In a bid to stay ahead of the competition, western magazines would often import Japanese publications and do their best to translate and interpret the walls of text. 

So by the time the information arrived on newsstands we were often looking at a facsimile of the real world. News and culture from the other side of the globe that had been filtered through deadline crunch, bad coffee, and blurry screenshots. 

And if you played import video games and read magazines like SuperPlay or GameFan back in the day, there’s a good chance you were also across Japanese manga and anime long before the rest of the world caught up. Only it wasn’t streamed on Crunchyroll, it was a dodgy VHS dub that had been copied so many times it was a low resolution abstraction of the original. 

Point being, the Japanese media we consumed as kids often lacked context. Which forced us to fill in the blanks, interpret meaning, and build our own narratives. 

Fast forward a few decades, and echoes of our childhood live on in pockets of the online world. You can find them on YouTube, Pinterest boards, social feeds, and niche publications. 

Vaporwave. Aesthetic. City Pop. Future Funk. Call it what you will.

These are forgotten worlds that never existed.

A brief history of time

The term ‘vaporwave’ was first coined in the early 2010s to describe a music genre - and visual aesthetic - soaked in nostalgia for an imagined future.

A quick online search will tell you that it emerged via YouTube channels and Tumblr blogs, and sounded like a 1980s Pepsi commercial that had been pitched down and stretched out. 

But framing it as a music genre misses the point. If anything, the music is secondary to the visual elements and glitchy melancholy that inform all this.

This cut and paste pastiche of Akihara backstreets and Shibuya skylines is instantly familiar to a generation of nerdy kids who grew up in the late 80s and early 90s. 

It’s a repurposing and recontextualisation of visual signals we already know. A remix of our childhood. And it’s no coincidence that it came to online prominence at the start of the 2010s.

Bright like neon love 

Get beyond the recurring motifs of palm trees, neon lattices, and glitched out video games and you’ll arrive at an imagined vision of the future.

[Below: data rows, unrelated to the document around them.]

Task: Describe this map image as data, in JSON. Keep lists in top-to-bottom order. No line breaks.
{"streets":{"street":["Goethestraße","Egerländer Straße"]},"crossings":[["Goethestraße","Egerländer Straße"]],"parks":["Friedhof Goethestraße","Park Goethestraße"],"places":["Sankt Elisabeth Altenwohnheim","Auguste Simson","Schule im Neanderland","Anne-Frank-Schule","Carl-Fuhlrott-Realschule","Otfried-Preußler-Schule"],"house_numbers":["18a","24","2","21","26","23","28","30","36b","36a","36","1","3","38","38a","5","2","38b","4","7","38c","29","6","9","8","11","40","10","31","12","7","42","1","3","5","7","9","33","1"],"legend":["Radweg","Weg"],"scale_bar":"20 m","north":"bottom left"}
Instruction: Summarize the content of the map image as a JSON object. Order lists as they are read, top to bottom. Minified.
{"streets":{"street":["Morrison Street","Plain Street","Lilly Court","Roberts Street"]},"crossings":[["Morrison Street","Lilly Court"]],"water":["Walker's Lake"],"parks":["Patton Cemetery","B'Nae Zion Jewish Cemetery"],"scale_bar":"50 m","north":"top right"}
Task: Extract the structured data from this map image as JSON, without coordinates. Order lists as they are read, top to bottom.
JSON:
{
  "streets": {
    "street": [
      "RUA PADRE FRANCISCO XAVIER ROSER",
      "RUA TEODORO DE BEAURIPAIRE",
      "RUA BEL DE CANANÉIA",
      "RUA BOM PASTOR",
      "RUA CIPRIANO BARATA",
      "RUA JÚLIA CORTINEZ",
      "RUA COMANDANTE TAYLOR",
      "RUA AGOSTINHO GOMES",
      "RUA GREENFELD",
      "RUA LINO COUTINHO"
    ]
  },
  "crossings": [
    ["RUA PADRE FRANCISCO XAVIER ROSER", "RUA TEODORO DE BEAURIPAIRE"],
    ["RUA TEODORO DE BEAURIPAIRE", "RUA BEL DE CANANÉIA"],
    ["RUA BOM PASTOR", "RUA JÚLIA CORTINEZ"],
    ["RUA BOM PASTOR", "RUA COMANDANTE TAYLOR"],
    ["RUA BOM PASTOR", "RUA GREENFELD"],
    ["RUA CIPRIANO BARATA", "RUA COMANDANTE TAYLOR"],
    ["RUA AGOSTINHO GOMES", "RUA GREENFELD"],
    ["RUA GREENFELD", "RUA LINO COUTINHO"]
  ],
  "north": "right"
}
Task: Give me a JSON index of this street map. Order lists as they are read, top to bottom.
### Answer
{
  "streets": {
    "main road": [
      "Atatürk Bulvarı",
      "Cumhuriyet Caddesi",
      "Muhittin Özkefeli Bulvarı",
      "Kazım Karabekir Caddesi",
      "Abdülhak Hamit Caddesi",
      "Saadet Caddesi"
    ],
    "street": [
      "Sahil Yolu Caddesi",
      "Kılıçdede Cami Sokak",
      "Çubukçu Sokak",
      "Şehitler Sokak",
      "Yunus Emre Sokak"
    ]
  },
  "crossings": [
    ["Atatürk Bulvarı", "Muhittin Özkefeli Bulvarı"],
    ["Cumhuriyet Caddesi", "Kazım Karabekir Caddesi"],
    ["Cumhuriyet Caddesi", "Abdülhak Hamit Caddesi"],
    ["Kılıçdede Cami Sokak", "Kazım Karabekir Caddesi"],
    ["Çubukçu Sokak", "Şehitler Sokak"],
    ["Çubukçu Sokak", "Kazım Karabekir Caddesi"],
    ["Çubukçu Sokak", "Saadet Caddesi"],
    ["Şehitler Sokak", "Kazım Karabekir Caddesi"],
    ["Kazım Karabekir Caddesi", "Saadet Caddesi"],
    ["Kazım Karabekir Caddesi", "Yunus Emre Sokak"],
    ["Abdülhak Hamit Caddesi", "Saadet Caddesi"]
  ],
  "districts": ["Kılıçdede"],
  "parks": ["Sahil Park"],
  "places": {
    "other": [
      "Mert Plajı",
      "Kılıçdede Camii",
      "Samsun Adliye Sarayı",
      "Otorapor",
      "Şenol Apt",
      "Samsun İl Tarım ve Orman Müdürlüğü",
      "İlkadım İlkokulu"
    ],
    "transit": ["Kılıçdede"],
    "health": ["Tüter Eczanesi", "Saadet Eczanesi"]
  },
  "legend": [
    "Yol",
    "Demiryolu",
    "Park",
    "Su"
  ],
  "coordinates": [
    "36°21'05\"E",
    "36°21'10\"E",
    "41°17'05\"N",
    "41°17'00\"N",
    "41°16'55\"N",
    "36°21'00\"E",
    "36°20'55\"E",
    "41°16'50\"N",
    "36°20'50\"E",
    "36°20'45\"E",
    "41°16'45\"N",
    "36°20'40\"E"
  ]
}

And the future looked pretty good back in the day. While younger generations take a doomer approach to ‘late stage capitalism’ and climate change doing us all in, kids back in the day didn’t share those concerns. The future was going to be awesome. We had the technology. 

The new millennium was just around the corner and the arrival of home computers, CD-ROM technology and the early internet reinforced that sense of optimism.

Video games of the era tapped into that same energy. In Japan this was expressed through games like Yu Suzuki’s OutRun, which saw you driving a Ferrari Terestera alongside pristine beaches with endless blue skies. 

It took physical form with the introduction of the PC Engine and Mega Drive in 1987 and 1988 to showcase rapidly evolving technology. 

It was beamed into television sets via the pastel hues of the Sailor Moon TV series which launched in 1992.

Japan’s economic miracle propelled the country forward, delivering a wave of cultural touch points and visuals that filtered out to the west and were absorbed by impressionable kids.

Good times… But they couldn’t last forever. And when the ass fell out of the Japanese economy and the bubble burst, that spell was broken. A future that once seemed so bright and promising revealed itself to be a mirage. Leaving behind ghostly abstractions. 

Future shock

If the 80s and 90s were defined by their optimism, the mood quickly turned ugly as the new millenium got underway. 

The stock market crashed in 2000, the towers fell in 2001, the ‘war on terror’ saw us back in the Gulf, and the decade was book-ended by the global financial crisis. It was a rolling doomsday scenario for a generation of kids entering adulthood and realising it wasn’t what they had been promised.

Running parallel to all this was the rise of the internet, social media, and smart phone technology. Which gave that same generation the tools and resources to connect online and share their nostalgia. We suddenly had access to all the world’s history in the palm of our hand. 

Every old TV series, cartoon, anime, video game, or random piece of pop-culture junk was no more than a swipe and a tap away. Web 2.0 gave us the means to share the nostalgia and connect with likeminded folks.  

Within that context, the arrival of vaporwave as an online aesthetic circa 2010 makes perfect sense. It was a way to reference and repackage the visual signals of our childhood in a world that had turned a lot meaner and uglier. 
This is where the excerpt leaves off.